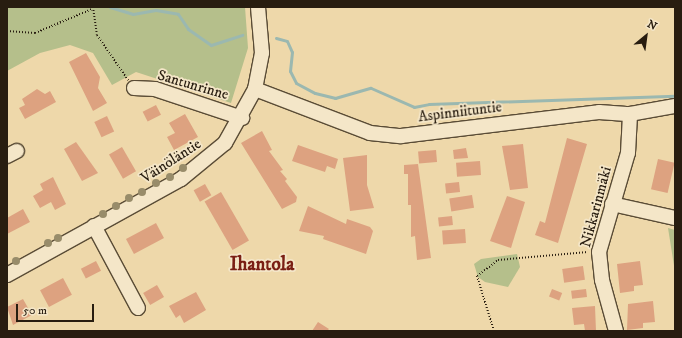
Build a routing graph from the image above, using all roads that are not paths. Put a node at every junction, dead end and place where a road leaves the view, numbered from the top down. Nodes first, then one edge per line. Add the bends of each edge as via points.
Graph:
1 (258, 7) edge
2 (134, 88) road end
3 (255, 89) junction
4 (675, 106) edge
5 (630, 114) junction
6 (242, 118) junction
7 (612, 204) junction
8 (675, 218) edge
9 (94, 226) junction
10 (7, 275) edge
11 (138, 308) dead end
12 (616, 331) edge

1 - 3 street, Väinöläntie via 262,53
2 - 6 street, Santunrinne via 155,89
3 - 5 street, Aspinniituntie via 370,133 388,135 599,112
3 - 6 street, Väinöläntie
4 - 5 street, Aspinniituntie
5 - 7 street, Nikkarinmäki via 628,153
6 - 9 street, Väinöläntie via 225,143 204,162
7 - 8 street
7 - 12 street, Nikkarinmäki via 599,252 602,280
9 - 10 street, Väinöläntie
9 - 11 street

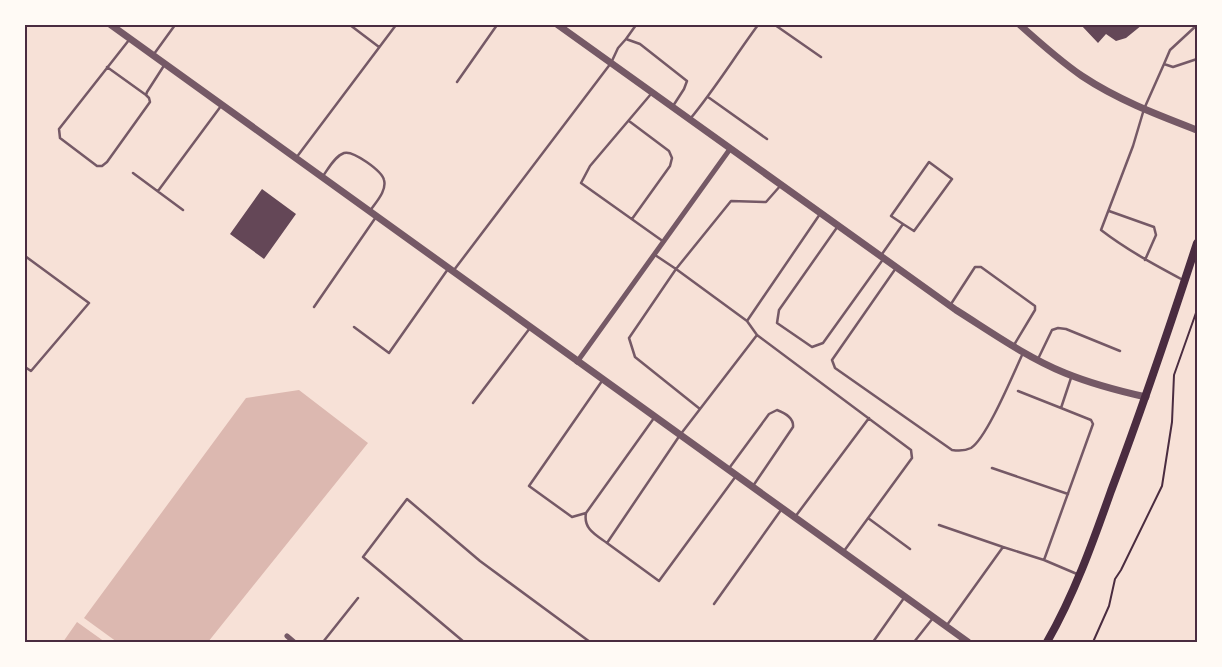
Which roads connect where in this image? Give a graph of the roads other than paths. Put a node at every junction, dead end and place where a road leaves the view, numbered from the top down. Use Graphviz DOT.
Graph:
graph roads {
  1 [pos="175,25"];
  2 [pos="350,25"];
  3 [pos="396,25"];
  4 [pos="497,25"];
  5 [pos="558,25"];
  6 [pos="636,25"];
  7 [pos="758,25"];
  8 [pos="775,25"];
  9 [pos="1020,25"];
  10 [pos="1197,25"];
  11 [pos="115,26"];
  12 [pos="566,27"];
  13 [pos="130,38"];
  14 [pos="626,39"];
  15 [pos="379,47"];
  16 [pos="153,55"];
  17 [pos="821,57"];
  18 [pos="1197,59"];
  19 [pos="165,64"];
  20 [pos="611,64"];
  21 [pos="1164,64"];
  22 [pos="107,67"];
  23 [pos="457,82"];
  24 [pos="652,93"];
  25 [pos="146,95"];
  26 [pos="708,97"];
  27 [pos="222,105"];
  28 [pos="672,107"];
  29 [pos="1144,109"];
  30 [pos="689,120"];
  31 [pos="629,121"];
  32 [pos="1197,130"];
  33 [pos="767,139"];
  34 [pos="730,149"];
  35 [pos="296,158"];
  36 [pos="133,173"];
  37 [pos="322,177"];
  38 [pos="781,185"];
  39 [pos="158,191"];
  40 [pos="183,210"];
  41 [pos="370,211"];
  42 [pos="1109,211"];
  43 [pos="821,212"];
  44 [pos="377,216"];
  45 [pos="632,219"];
  46 [pos="903,224"];
  47 [pos="838,225"];
  48 [pos="664,242"];
  49 [pos="1197,243"];
  50 [pos="655,254"];
  51 [pos="25,257"];
  52 [pos="883,257"];
  53 [pos="1145,260"];
  54 [pos="897,267"];
  55 [pos="676,269"];
  56 [pos="451,270"];
  57 [pos="1185,281"];
  58 [pos="950,306"];
  59 [pos="314,307"];
  60 [pos="747,321"];
  61 [pos="354,327"];
  62 [pos="531,327"];
  63 [pos="757,335"];
  64 [pos="1014,347"];
  65 [pos="1120,351"];
  66 [pos="1023,352"];
  67 [pos="1038,359"];
  68 [pos="577,362"];
  69 [pos="25,367"];
  70 [pos="1072,376"];
  71 [pos="603,380"];
  72 [pos="1018,391"];
  73 [pos="1146,398"];
  74 [pos="473,403"];
  75 [pos="1061,408"];
  76 [pos="700,409"];
  77 [pos="654,417"];
  78 [pos="870,418"];
  79 [pos="680,435"];
  80 [pos="992,468"];
  81 [pos="728,470"];
  82 [pos="736,476"];
  83 [pos="752,487"];
  84 [pos="1068,494"];
  85 [pos="782,509"];
  86 [pos="586,513"];
  87 [pos="795,517"];
  88 [pos="868,518"];
  89 [pos="939,525"];
  90 [pos="607,543"];
  91 [pos="1003,547"];
  92 [pos="910,549"];
  93 [pos="843,552"];
  94 [pos="1044,560"];
  95 [pos="1079,575"];
  96 [pos="905,597"];
  97 [pos="358,598"];
  98 [pos="714,604"];
  99 [pos="934,617"];
  100 [pos="947,626"];
  101 [pos="287,636"];
  102 [pos="294,642"];
  103 [pos="323,642"];
  104 [pos="464,642"];
  105 [pos="590,642"];
  106 [pos="873,642"];
  107 [pos="914,642"];
  108 [pos="968,642"];
  109 [pos="1048,642"];
  1 -- 16 [label="lane"];
  2 -- 15 [label="lane"];
  3 -- 15 [label="lane"];
  4 -- 23 [label="lane"];
  5 -- 12 [label="street"];
  6 -- 14 [label="lane"];
  7 -- 26 [label="lane"];
  8 -- 17 [label="lane"];
  9 -- 29 [label="street"];
  10 -- 21 [label="lane"];
  11 -- 13 [label="street"];
  12 -- 20 [label="street"];
  13 -- 16 [label="street"];
  13 -- 22 [label="lane"];
  14 -- 20 [label="lane"];
  14 -- 28 [label="lane"];
  15 -- 35 [label="lane"];
  16 -- 19 [label="street"];
  18 -- 21 [label="lane"];
  19 -- 25 [label="lane"];
  19 -- 27 [label="street"];
  20 -- 24 [label="street"];
  20 -- 56 [label="lane"];
  21 -- 29 [label="lane"];
  22 -- 25 [label="lane"];
  22 -- 25 [label="lane"];
  24 -- 28 [label="street"];
  24 -- 31 [label="lane"];
  26 -- 30 [label="lane"];
  26 -- 33 [label="lane"];
  27 -- 35 [label="street"];
  27 -- 39 [label="lane"];
  28 -- 30 [label="street"];
  29 -- 32 [label="street"];
  29 -- 42 [label="lane"];
  30 -- 34 [label="street"];
  31 -- 45 [label="lane"];
  31 -- 45 [label="lane"];
  34 -- 38 [label="street"];
  34 -- 48 [label="street"];
  35 -- 37 [label="street"];
  36 -- 39 [label="lane"];
  37 -- 41 [label="street"];
  37 -- 41 [label="lane"];
  38 -- 43 [label="street"];
  38 -- 55 [label="lane"];
  39 -- 40 [label="lane"];
  41 -- 44 [label="street"];
  42 -- 53 [label="lane"];
  42 -- 53 [label="lane"];
  43 -- 47 [label="street"];
  43 -- 60 [label="lane"];
  44 -- 56 [label="street"];
  44 -- 59 [label="lane"];
  45 -- 48 [label="lane"];
  46 -- 46 [label="lane"];
  46 -- 52 [label="lane"];
  47 -- 52 [label="street"];
  47 -- 52 [label="lane"];
  48 -- 50 [label="street"];
  49 -- 57 [label="main road"];
  50 -- 55 [label="lane"];
  50 -- 68 [label="street"];
  51 -- 69 [label="lane"];
  52 -- 54 [label="street"];
  53 -- 57 [label="lane"];
  54 -- 58 [label="street"];
  54 -- 66 [label="lane"];
  55 -- 60 [label="lane"];
  55 -- 76 [label="lane"];
  56 -- 61 [label="lane"];
  56 -- 62 [label="street"];
  57 -- 73 [label="main road"];
  58 -- 64 [label="street"];
  58 -- 64 [label="lane"];
  60 -- 63 [label="lane"];
  62 -- 68 [label="street"];
  62 -- 74 [label="lane"];
  63 -- 76 [label="lane"];
  63 -- 78 [label="lane"];
  64 -- 66 [label="street"];
  65 -- 67 [label="lane"];
  66 -- 67 [label="street"];
  67 -- 70 [label="street"];
  68 -- 71 [label="street"];
  70 -- 73 [label="street"];
  70 -- 75 [label="lane"];
  71 -- 77 [label="street"];
  71 -- 86 [label="lane"];
  72 -- 75 [label="lane"];
  73 -- 95 [label="main road"];
  75 -- 84 [label="lane"];
  76 -- 79 [label="lane"];
  77 -- 79 [label="street"];
  77 -- 86 [label="lane"];
  78 -- 87 [label="lane"];
  78 -- 88 [label="lane"];
  79 -- 81 [label="street"];
  79 -- 90 [label="lane"];
  80 -- 84 [label="lane"];
  81 -- 82 [label="street"];
  81 -- 83 [label="lane"];
  82 -- 83 [label="street"];
  82 -- 90 [label="lane"];
  83 -- 85 [label="street"];
  84 -- 94 [label="lane"];
  85 -- 87 [label="street"];
  85 -- 98 [label="lane"];
  86 -- 90 [label="lane"];
  87 -- 93 [label="street"];
  88 -- 92 [label="lane"];
  88 -- 93 [label="lane"];
  89 -- 91 [label="lane"];
  91 -- 94 [label="lane"];
  91 -- 100 [label="lane"];
  93 -- 96 [label="street"];
  94 -- 95 [label="lane"];
  95 -- 109 [label="main road"];
  96 -- 99 [label="street"];
  96 -- 106 [label="lane"];
  97 -- 103 [label="lane"];
  99 -- 100 [label="street"];
  99 -- 107 [label="lane"];
  100 -- 108 [label="street"];
  101 -- 102 [label="street"];
  104 -- 105 [label="lane"];
}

########

(TASK DETAILS) Every line in the listing above that mentions "Nikkarinmäki" should be returned.

(SOLUTION FOR THIS TASK)
5 - 7 street, Nikkarinmäki via 628,153
7 - 12 street, Nikkarinmäki via 599,252 602,280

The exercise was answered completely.